He is co-founding an urban ecology laboratory in his Manhattan art studio and finalizing his Ph.D. through a collaborative program between the University of Plymouth, England and Hochschule für Gestaltung in Zürich, Switzerland. Three recent books have debuted on Ballengée’s projects: Malamp: The Occurrence of Deformities in Amphibians (Arts Catalyst & Yorkshire Sculpture Park, UK); Praeter Naturam (Parco Arte Vivente, Centro d’Arte Contemporanea, Italy); From Scales to Feathers (Lafayette College, USA, Shrewsbury Museum, UK & Verkebe Gallery, Belgium).

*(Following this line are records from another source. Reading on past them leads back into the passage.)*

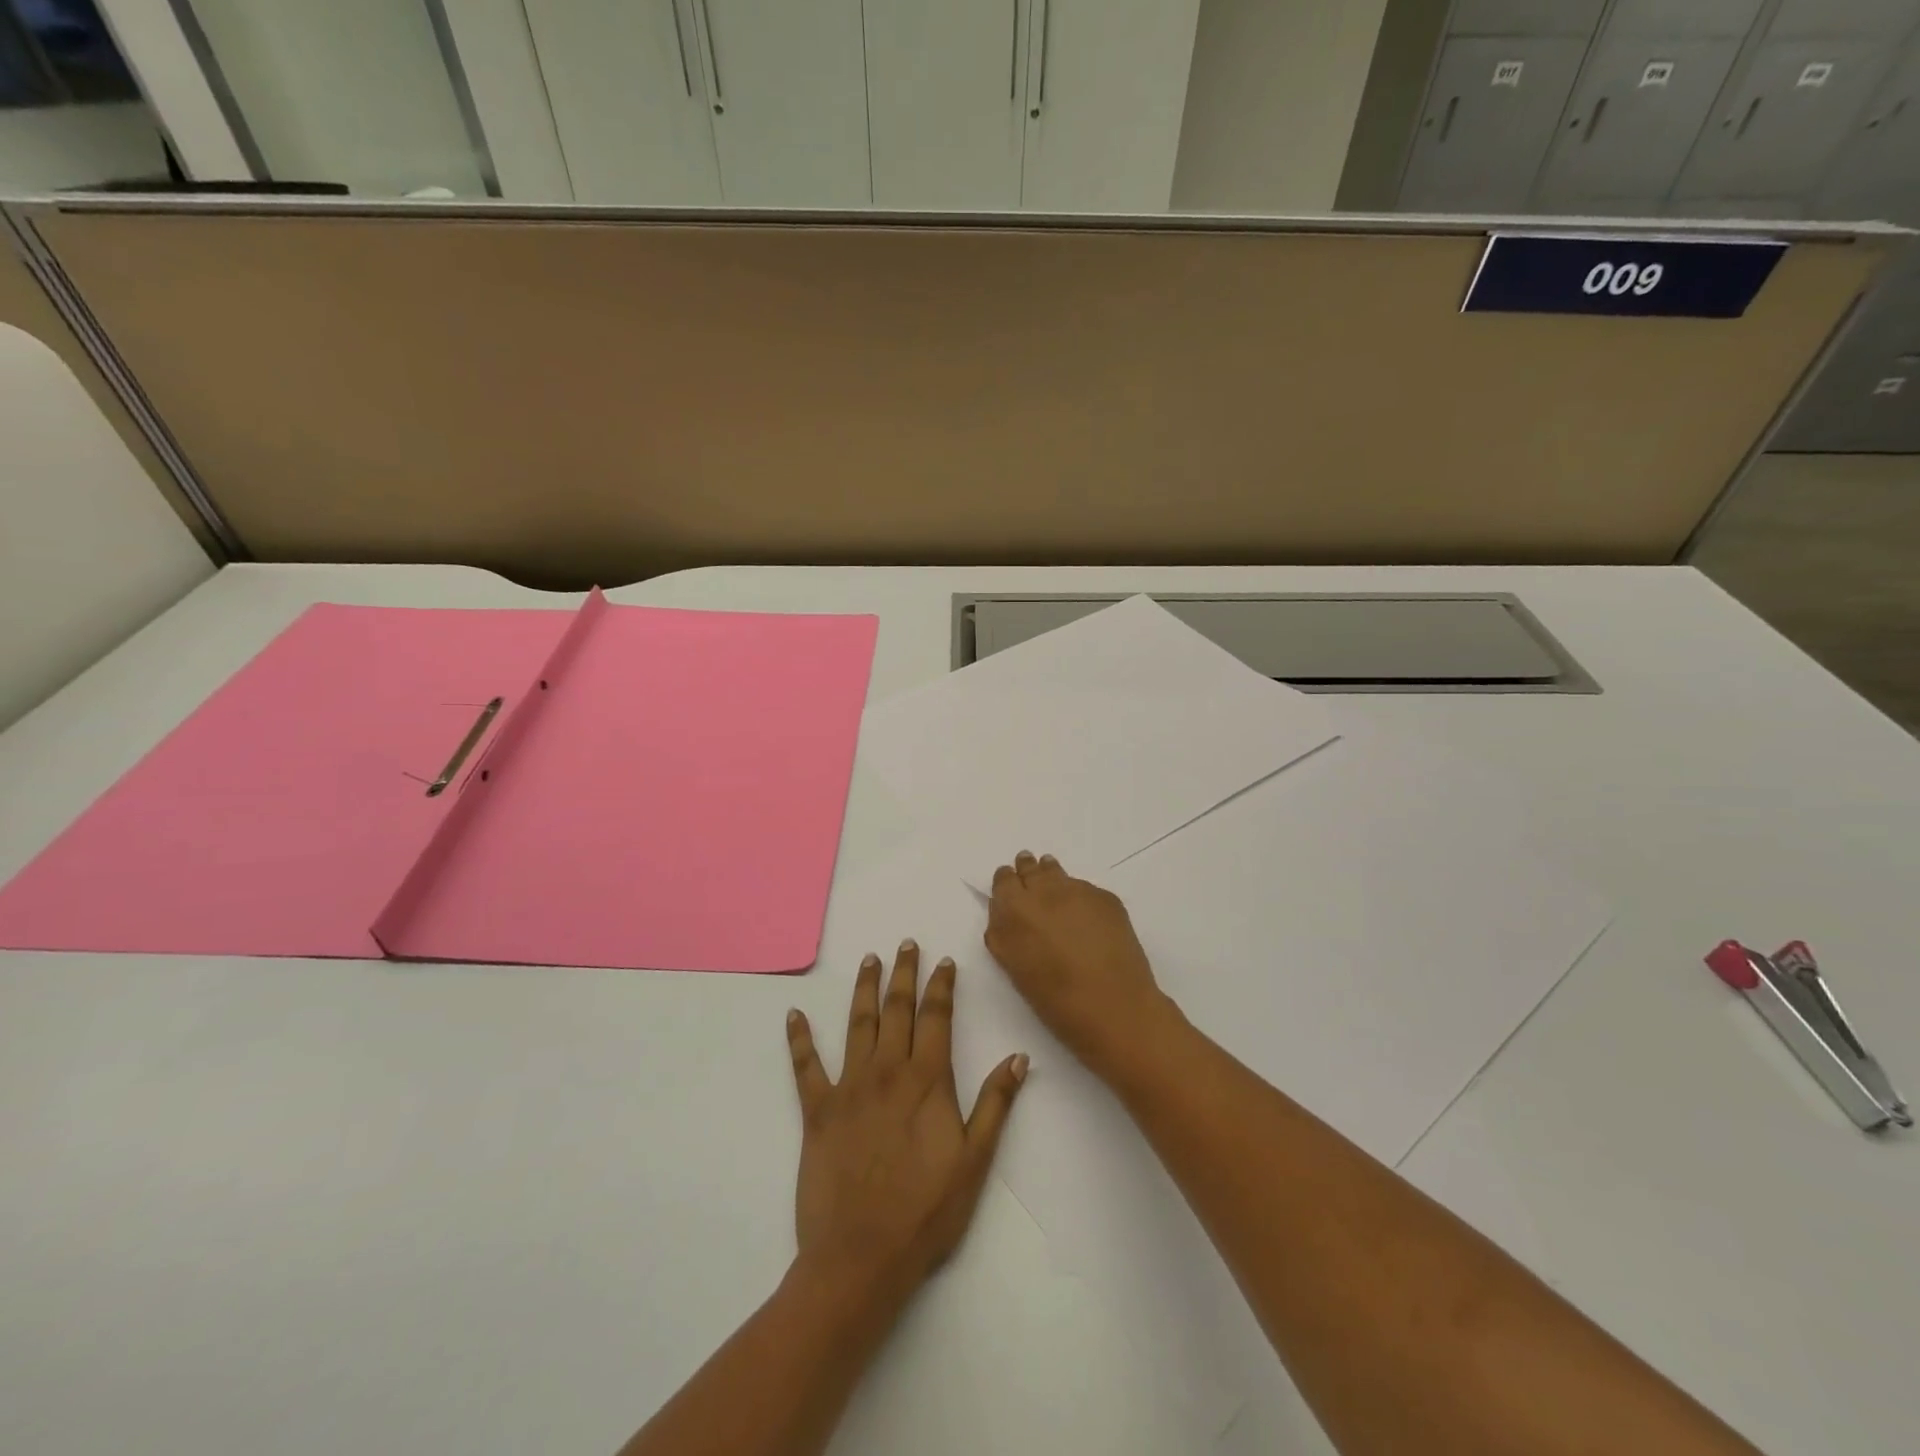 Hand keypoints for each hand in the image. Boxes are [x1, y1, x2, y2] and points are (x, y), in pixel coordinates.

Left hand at [785, 941, 1027, 1314]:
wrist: (861, 1257)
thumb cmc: (926, 1212)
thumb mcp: (975, 1161)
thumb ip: (996, 1104)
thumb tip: (1018, 1056)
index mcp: (927, 1080)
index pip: (937, 1018)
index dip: (941, 986)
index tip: (944, 961)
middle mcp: (887, 1071)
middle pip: (897, 1009)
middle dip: (904, 973)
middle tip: (905, 944)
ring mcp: (848, 1087)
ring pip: (857, 1024)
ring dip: (864, 989)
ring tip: (869, 960)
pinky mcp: (816, 1110)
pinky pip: (805, 1066)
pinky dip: (799, 1038)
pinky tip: (793, 1014)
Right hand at [984, 850, 1174, 1078]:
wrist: (1114, 1006)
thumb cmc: (1056, 1000)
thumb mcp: (1015, 968)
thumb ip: (1004, 935)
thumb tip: (1005, 916)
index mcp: (1015, 909)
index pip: (1004, 880)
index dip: (1006, 883)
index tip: (1010, 889)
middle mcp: (1044, 890)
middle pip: (1030, 868)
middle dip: (1027, 872)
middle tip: (1029, 878)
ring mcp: (1078, 890)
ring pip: (1058, 872)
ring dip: (1052, 877)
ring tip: (1054, 890)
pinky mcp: (1106, 897)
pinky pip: (1084, 889)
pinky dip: (1080, 897)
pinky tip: (1086, 917)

Digital media artist Jane D. Marsching explores the past, present and future human impact on the environment through interdisciplinary and collaborative practices, including video installations, virtual landscapes, dynamic websites, and data visualizations. Her current work mines Thoreau’s many observations of seasonal plant and animal life at Walden Pond to consider the impact of climate shifts on this landscape at the heart of the American imagination of all that is nature.
Recent exhibitions include: Galerie Lucy Mackintosh, Lausanne, Switzerland; the ICA Boston; MassMoCA; and the San Jose Museum of Art, CA. She has received grants from Creative Capital, LEF Foundation, Artadia and Artists Resource Trust. Recent publications include: Far Field: Digital Culture, Climate Change and the Poles, edited with Andrea Polli, (Intellect 2011); BiPolar (Cornerhouse 2008), Gothic (Whitechapel Press, London, 2008), and S&F Online: Gender on Ice (Barnard College, 2008). With Mark Alice Durant in 2005, she curated The Blur of the Otherworldly: Contemporary Art, Technology, and the Paranormal, at The Center for Art and Visual Culture, Baltimore, MD; a catalog of the exhibition was published in 2006 with essays by Marsching, Durant, Marina Warner and Lynne Tillman. She is also a cofounder and member of Platform2: Art and Activism, an experimental forum series about creative practices at the intersection of social issues. (www.platform2.info)
Marina Zurkow makes media works about humans and their relationships to animals, plants and the weather. By turns humorous and contemplative, these take the form of animation, drawings and print graphics, and participatory temporary public art works. The series Crossing the Waters focused on climate change; a contemplation on catastrophe, it pictured ways in which we imagine nature within us, and nature without us. Friends and Enemies (which includes Mesocosm and Heraldic Crests for Invasive Species) mines the intersection of bias, inclusion, and kinship in our relations with other species in the midst of altered or depleted landscapes. Friends and Enemies includes dinners and tastings, lectures, animations, and printed materials.
Since 2000, Zurkow has exhibited at The Sundance Film Festival, The Rotterdam Film Festival, The Seoul Media City Biennial, Ars Electronica, Creative Time, The Kitchen, The Walker Art Center, The National Museum for Women in the Arts, Eyebeam, and other venues. She is a 2011 Guggenheim Fellow, and has been a NYFA Fellow, a Rockefeller New Media Fellow, and a Creative Capital grantee. Zurkow is on faculty at NYU’s Interactive Technology Program, and lives in Brooklyn, New York.